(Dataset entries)
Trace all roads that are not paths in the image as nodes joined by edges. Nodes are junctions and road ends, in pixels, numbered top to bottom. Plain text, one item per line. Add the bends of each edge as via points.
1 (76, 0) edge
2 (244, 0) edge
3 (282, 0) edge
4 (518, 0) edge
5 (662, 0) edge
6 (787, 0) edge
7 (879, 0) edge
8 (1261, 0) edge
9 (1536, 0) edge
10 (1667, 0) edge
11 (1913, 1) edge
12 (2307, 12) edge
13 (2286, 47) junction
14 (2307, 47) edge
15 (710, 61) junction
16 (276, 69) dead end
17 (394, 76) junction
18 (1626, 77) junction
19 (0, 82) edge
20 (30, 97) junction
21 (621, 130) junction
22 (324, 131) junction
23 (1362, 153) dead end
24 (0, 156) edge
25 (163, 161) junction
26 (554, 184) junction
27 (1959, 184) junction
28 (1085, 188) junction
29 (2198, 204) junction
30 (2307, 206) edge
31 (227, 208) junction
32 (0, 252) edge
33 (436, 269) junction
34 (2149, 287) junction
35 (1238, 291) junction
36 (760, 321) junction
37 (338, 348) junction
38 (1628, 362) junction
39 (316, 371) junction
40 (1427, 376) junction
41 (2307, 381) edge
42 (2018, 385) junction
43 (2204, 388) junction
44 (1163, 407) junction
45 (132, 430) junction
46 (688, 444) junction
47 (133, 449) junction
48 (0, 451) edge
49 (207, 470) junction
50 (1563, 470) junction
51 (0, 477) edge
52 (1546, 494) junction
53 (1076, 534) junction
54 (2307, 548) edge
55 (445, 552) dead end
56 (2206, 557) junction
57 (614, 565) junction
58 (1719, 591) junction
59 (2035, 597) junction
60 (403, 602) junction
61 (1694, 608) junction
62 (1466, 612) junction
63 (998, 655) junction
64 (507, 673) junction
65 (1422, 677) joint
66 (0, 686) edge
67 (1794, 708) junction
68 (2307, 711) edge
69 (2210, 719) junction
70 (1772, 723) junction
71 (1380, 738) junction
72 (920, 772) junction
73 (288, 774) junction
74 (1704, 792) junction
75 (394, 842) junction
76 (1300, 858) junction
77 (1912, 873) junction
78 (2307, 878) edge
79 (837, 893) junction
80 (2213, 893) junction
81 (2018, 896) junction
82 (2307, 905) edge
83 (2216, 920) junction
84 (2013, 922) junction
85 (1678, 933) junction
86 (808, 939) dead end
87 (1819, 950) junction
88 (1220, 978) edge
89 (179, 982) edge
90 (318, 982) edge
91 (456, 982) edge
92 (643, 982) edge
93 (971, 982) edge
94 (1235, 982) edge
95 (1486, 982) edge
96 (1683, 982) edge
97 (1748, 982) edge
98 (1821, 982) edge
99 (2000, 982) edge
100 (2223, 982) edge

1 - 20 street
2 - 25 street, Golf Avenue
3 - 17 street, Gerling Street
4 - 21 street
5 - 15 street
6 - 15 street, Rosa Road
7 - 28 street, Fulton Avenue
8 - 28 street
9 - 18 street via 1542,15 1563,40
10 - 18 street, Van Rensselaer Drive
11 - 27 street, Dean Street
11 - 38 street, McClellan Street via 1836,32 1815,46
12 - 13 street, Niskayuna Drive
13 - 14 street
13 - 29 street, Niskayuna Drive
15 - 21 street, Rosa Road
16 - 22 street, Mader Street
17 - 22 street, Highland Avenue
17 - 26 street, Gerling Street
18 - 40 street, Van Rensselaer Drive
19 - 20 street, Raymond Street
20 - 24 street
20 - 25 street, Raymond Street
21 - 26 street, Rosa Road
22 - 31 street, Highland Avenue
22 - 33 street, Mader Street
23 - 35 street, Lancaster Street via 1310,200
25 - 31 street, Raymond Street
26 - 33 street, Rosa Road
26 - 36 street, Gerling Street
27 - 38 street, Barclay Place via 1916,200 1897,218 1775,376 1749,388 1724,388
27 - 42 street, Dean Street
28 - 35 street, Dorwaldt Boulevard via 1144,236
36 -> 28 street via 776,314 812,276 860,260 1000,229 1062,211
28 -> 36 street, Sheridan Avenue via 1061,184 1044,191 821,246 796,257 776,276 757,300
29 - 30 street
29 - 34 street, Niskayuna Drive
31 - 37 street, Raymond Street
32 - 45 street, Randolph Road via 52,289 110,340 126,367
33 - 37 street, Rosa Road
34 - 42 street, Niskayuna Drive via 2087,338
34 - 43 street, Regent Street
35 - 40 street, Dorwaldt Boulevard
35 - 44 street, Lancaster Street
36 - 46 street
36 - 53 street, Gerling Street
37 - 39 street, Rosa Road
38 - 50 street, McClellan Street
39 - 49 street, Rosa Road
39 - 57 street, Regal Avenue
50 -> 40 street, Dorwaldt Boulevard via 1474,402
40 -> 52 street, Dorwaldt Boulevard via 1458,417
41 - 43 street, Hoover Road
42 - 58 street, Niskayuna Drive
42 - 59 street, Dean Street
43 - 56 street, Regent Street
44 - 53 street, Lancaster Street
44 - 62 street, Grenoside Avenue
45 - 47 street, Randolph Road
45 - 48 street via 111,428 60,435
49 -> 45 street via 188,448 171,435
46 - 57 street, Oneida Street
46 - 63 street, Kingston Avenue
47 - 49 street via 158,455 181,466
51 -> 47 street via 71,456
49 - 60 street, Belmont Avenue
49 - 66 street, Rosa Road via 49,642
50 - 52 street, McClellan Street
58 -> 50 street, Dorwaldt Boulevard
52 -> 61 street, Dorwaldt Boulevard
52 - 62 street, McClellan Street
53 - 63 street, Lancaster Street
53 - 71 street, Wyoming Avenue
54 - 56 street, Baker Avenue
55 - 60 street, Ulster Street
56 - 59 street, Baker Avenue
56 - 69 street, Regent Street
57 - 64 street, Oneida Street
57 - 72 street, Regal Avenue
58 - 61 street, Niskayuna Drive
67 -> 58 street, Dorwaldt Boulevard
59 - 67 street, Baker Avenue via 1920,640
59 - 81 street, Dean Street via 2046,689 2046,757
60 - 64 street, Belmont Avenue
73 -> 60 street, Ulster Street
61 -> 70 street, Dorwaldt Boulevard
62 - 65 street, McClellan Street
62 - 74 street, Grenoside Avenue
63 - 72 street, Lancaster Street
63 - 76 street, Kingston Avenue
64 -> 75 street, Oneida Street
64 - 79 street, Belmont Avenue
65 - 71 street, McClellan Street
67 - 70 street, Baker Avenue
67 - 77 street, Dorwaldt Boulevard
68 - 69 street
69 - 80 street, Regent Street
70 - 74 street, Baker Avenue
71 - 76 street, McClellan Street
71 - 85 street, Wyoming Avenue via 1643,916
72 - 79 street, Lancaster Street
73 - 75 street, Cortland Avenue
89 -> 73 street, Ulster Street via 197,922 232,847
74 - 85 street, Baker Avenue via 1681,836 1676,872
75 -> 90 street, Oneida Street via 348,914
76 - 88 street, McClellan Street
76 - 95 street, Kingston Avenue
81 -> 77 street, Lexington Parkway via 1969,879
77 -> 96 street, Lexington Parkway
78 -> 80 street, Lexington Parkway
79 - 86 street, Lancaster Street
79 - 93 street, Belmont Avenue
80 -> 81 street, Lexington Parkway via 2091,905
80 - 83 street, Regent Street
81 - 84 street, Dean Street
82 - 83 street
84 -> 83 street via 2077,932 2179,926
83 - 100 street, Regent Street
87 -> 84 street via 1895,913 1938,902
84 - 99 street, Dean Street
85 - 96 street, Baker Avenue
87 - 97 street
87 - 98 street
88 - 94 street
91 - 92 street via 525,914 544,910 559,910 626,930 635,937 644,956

→ **Assignment**: In the records above, how many lines contain the word "Grenoside"? Say only the number.

→ **Your response**: 2